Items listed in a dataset
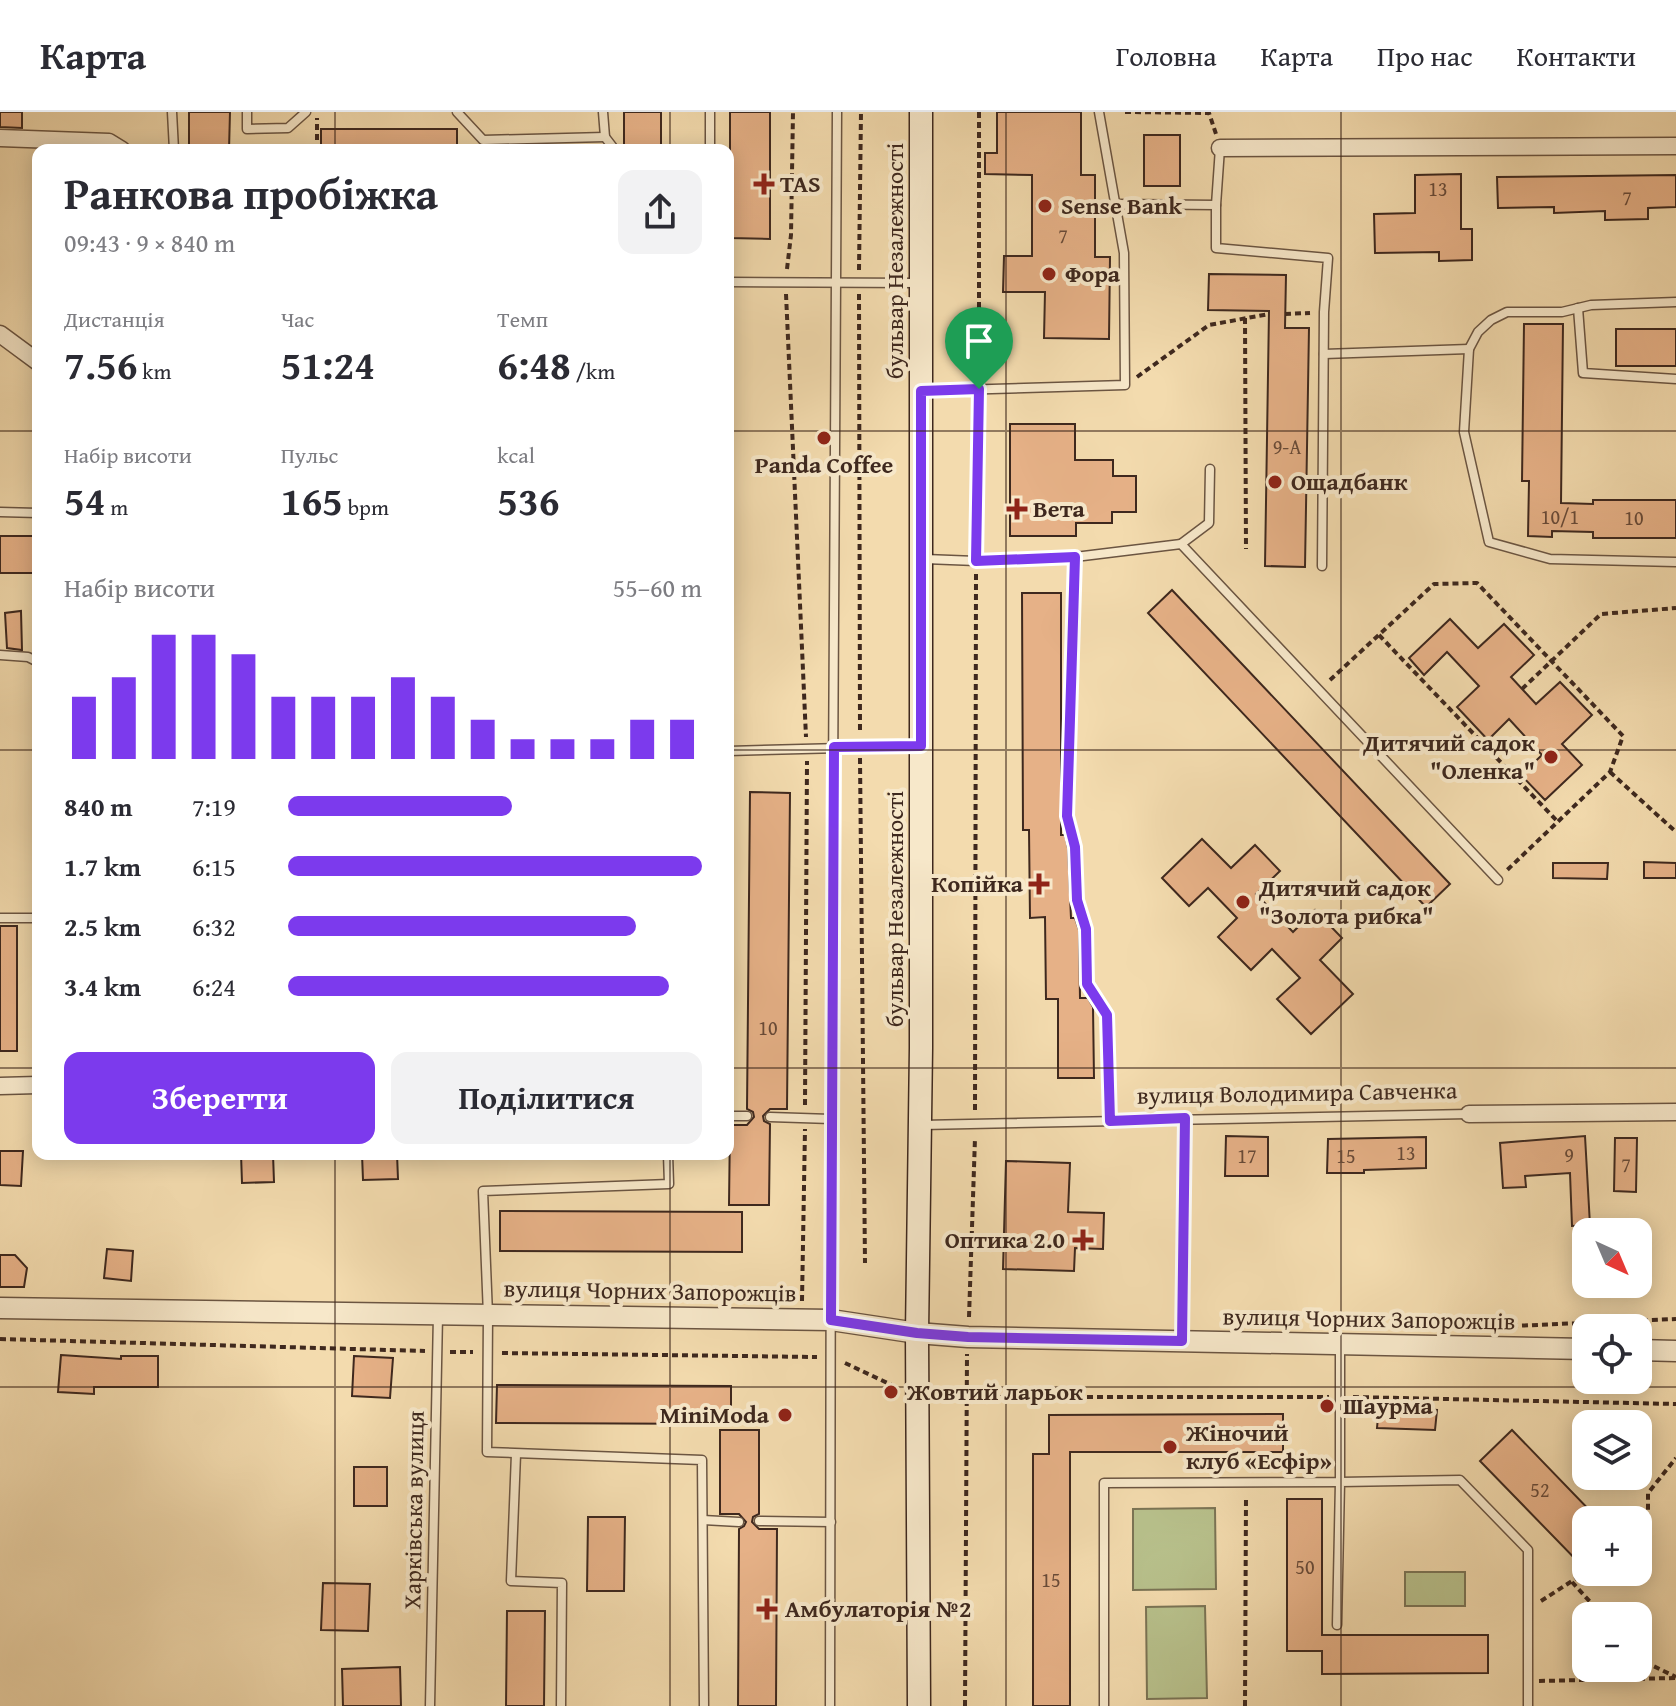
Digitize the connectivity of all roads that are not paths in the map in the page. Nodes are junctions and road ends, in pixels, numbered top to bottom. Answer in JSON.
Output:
{"nodes":[{"id":1,"x":172,"y":112,"type":"edge"},
{"id":2,"x":247,"y":112,"type":"edge"},
{"id":3,"x":306,"y":112,"type":"edge"},
{"id":4,"x":457,"y":112,"type":"edge"},
{"id":5,"x":603,"y":112,"type":"edge"},
{"id":6,"x":710,"y":112,"type":"edge"},
{"id":7,"x":837,"y":112,"type":"edge"},
{"id":8,"x":921,"y":112,"type":"edge"},
{"id":9,"x":1099,"y":112,"type":"edge"},
{"id":10,"x":605,"y":137,"type":"junction"},
{"id":11,"x":0,"y":138,"type":"edge"},
{"id":12,"x":112,"y":144,"type":"edge"},
{"id":13,"x":174,"y":144,"type":"edge"},
{"id":14,"x":610,"y":144,"type":"edge"},
{"id":15,"x":710,"y":144,"type":"edge"},
{"id":16,"x":1676,"y":146,"type":"edge"},
{"id":17,"x":1220,"y":148,"type":"joint"},
{"id":18,"x":1115,"y":204,"type":"junction"},
{"id":19,"x":1216,"y":205,"type":"junction"},
{"id":20,"x":734,"y":282,"type":"edge"},
{"id":21,"x":920,"y":283,"type":"junction"},
{"id":22,"x":836,"y":284,"type":"junction"},
{"id":23,"x":1676,"y":302,"type":"edge"},
{"id":24,"x":1578,"y":308,"type":"junction"},
{"id":25,"x":0,"y":334,"type":"edge"},
{"id":26,"x":1469,"y":349,"type":"junction"},
{"id":27,"x":1324,"y":354,"type":"junction"},
{"id":28,"x":32,"y":358,"type":"edge"},
{"id":29,"x":1676,"y":379,"type":"edge"},
{"id":30,"x":921,"y":391,"type":"junction"},
{"id":31,"x":1210,"y":469,"type":"dead end"},
{"id":32,"x":0,"y":512,"type":"edge"},
{"id":33,"x":32,"y":513,"type":"edge"},
{"id":34,"x":1181,"y":544,"type":"junction"},
{"id":35,"x":1075,"y":557,"type":"junction"},
{"id":36,"x":921,"y":559,"type":"junction"},
{"id":37,"x":1676,"y":562,"type":"edge"},
{"id":38,"x":1322,"y":566,"type":"dead end"},
{"id":39,"x":0,"y":655,"type":"edge"},
{"id":40,"x":32,"y":659,"type":"edge"},
{"id":41,"x":921,"y":746,"type":"junction"},
{"id":42,"x":834,"y":747,"type":"junction"},
{"id":43,"x":734,"y":751,"type":"edge"},
{"id":44,"x":1498,"y":880,"type":"road end"},
{"id":45,"x":0,"y":918,"type":"edge"},
{"id":46,"x":32,"y":918,"type":"edge"},
{"id":47,"x":32,"y":1085,"type":"edge"},
{"id":48,"x":0,"y":1086,"type":"edge"},
{"id":49,"x":1676,"y":1112,"type":"edge"},
{"id":50,"x":1469,"y":1114,"type":"joint"},
{"id":51,"x":734,"y":1116,"type":"edge"},
{"id":52,"x":747,"y":1116,"type":"dead end"},
{"id":53,"x":770,"y":1117,"type":"dead end"},
{"id":54,"x":831,"y":1119,"type":"junction"},
{"id":55,"x":1110,"y":1121,"type":"junction"},
{"id":56,"x":920,"y":1125,"type":"junction"},
{"id":57,"x":668,"y":1160,"type":"edge"},
{"id":58,"x":0,"y":1308,"type":"edge"},
{"id":59,"x":438,"y":1314,"type":"junction"},
{"id":60,"x":488,"y":1315,"type":"junction"},
{"id":61,"x":831,"y":1320,"type":"junction"},
{"id":62,"x":917,"y":1333,"type":"junction"},
{"id":63,"x":1340,"y":1344,"type":"junction"},
{"id":64,"x":1572,"y":1349,"type":"edge"},
{"id":65,"x":1652,"y":1350,"type":"edge"},
{"id":66,"x":1676,"y":1351,"type":"edge"},
{"id":67,"x":516,"y":1454,"type":"junction"},
{"id":68,"x":1340,"y":1482,"type":"junction"},
{"id":69,"x":703,"y":1520,"type":"junction"},
{"id":70,"x":759,"y":1521,"type":"dead end"},
{"id":71,"x":739,"y":1522,"type":"dead end"},
{"id":72,"x":831,"y":1522,"type":"junction"},
{"id":73,"x":1337,"y":1625,"type":"dead end"},
{"id":74,"x":430,"y":1706,"type":"edge"},
{"id":75,"x":561,"y":1706,"type":"edge"},
{"id":76,"x":704,"y":1706,"type":"edge"},
{"id":77,"x":830,"y":1706,"type":"edge"},
{"id":78,"x":919,"y":1706,"type":"edge"},
{"id":79,"x":1104,"y":1706,"type":"edge"},
{"id":80,"x":1528,"y":1706,"type":"edge"}],
"edges":[{"from":1,"to":13,"type":"lane"},
{"from":2,"to":3,"type":"lane"},
{"from":4,"to":10,"type":"lane"},
{"from":5,"to":10,"type":"lane"},
{"from":6,"to":15,"type":"lane"},
{"from":7,"to":22,"type":"lane"},
{"from":8,"to":21,"type":"main road","name":"бульвар Незалежності"},
{"from":9,"to":18,"type":"lane"},
{"from":10,"to":14,"type":"lane"},
{"from":11,"to":12,"type":"street"},
{"from":16,"to":17,"type":"street"},
{"from":17,"to":19,"type":"lane"},
{"from":18,"to":19,"type":"lane"},
{"from":18,"to":30,"type":"lane"},
{"from":19,"to":27,"type":"lane"},
{"from":20,"to":22,"type":"lane"},
{"from":21,"to":22,"type":"lane"},
{"from":21,"to":30,"type":"main road","name":"бульвар Незалежності"},
{"from":22,"to":42,"type":"lane"},
{"from":23,"to":24,"type":"lane"},
{"from":24,"to":26,"type":"lane"},
{"from":24,"to":29,"type":"lane"},
{"from":25,"to":28,"type":"street"},
{"from":26,"to":27,"type":"lane"},
{"from":26,"to":37,"type":"lane"},
{"from":27,"to":38,"type":"lane"},
{"from":30,"to":36,"type":"main road","name":"бульвар Незалежності"},
{"from":31,"to":34,"type":"lane"},
{"from":32,"to":33,"type":"lane"},
{"from":34,"to":35,"type":"lane"},
{"from":34,"to":44,"type":"lane"},
{"from":35,"to":36,"type":"lane"},
{"from":35,"to":55,"type":"lane"},
{"from":36,"to":41,"type":"main road","name":"бульвар Незалежності"},
{"from":39,"to":40,"type":"lane"},
{"from":41,"to":42,"type":"lane"},
{"from":41,"to":56,"type":"main road","name":"бульвар Незалежності"},
{"from":42,"to":43,"type":"lane"},
{"from":42,"to":54,"type":"lane"},
{"from":45,"to":46,"type":"lane"},
{"from":47,"to":48,"type":"street"},
{"from":49,"to":50,"type":"street","name":"вулиця Володимира Савченка"},
{"from":50,"to":55,"type":"lane","name":"вулиця Володимира Савченка"},
{"from":51,"to":52,"type":"lane"},
{"from":53,"to":54,"type":"lane"},
{"from":54,"to":61,"type":"lane"},
{"from":55,"to":56,"type":"lane","name":"вулиця Володимира Савченка"},
{"from":56,"to":62,"type":"main road","name":"бульвар Незалежності"},
{"from":57,"to":60,"type":"lane"},
{"from":58,"to":59,"type":"street","name":"вулиця Чорних Запорожців"},
{"from":59,"to":60,"type":"street","name":"вулиця Чорних Запорожців"},
{"from":59,"to":74,"type":"lane","name":"Харківська вулиця"},
{"from":60,"to":61,"type":"street","name":"вулиця Чорних Запорожців"},
{"from":60,"to":67,"type":"lane"},
{"from":61,"to":62,"type":"street","name":"вулиця Чорних Запорожців"},
{"from":61,"to":72,"type":"lane"},
{"from":62,"to":63,"type":"street","name":"вулиця Чорних Запорожців"},
{"from":62,"to":78,"type":"main road","name":"бульвар Незалежності"},
{"from":63,"to":64,"type":"street","name":"вулиця Чорних Запорожців"},
{"from":63,"to":68,"type":"lane"},
{"from":65,"to":66,"type":"street"},
{"from":67,"to":69,"type":"lane"},
{"from":67,"to":75,"type":"lane"},
{"from":68,"to":73,"type":"lane"},
{"from":68,"to":79,"type":"lane"},
{"from":68,"to":80,"type":"lane"},
{"from":69,"to":71,"type":"lane"},
{"from":69,"to":76,"type":"lane"},
{"from":70,"to":72,"type":"lane"},
{"from":72,"to":77,"type":"lane"}]}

WORK TASK: Nothing but a number is wanted: how many lines in the records above include "dead".

ANSWER SECTION: 7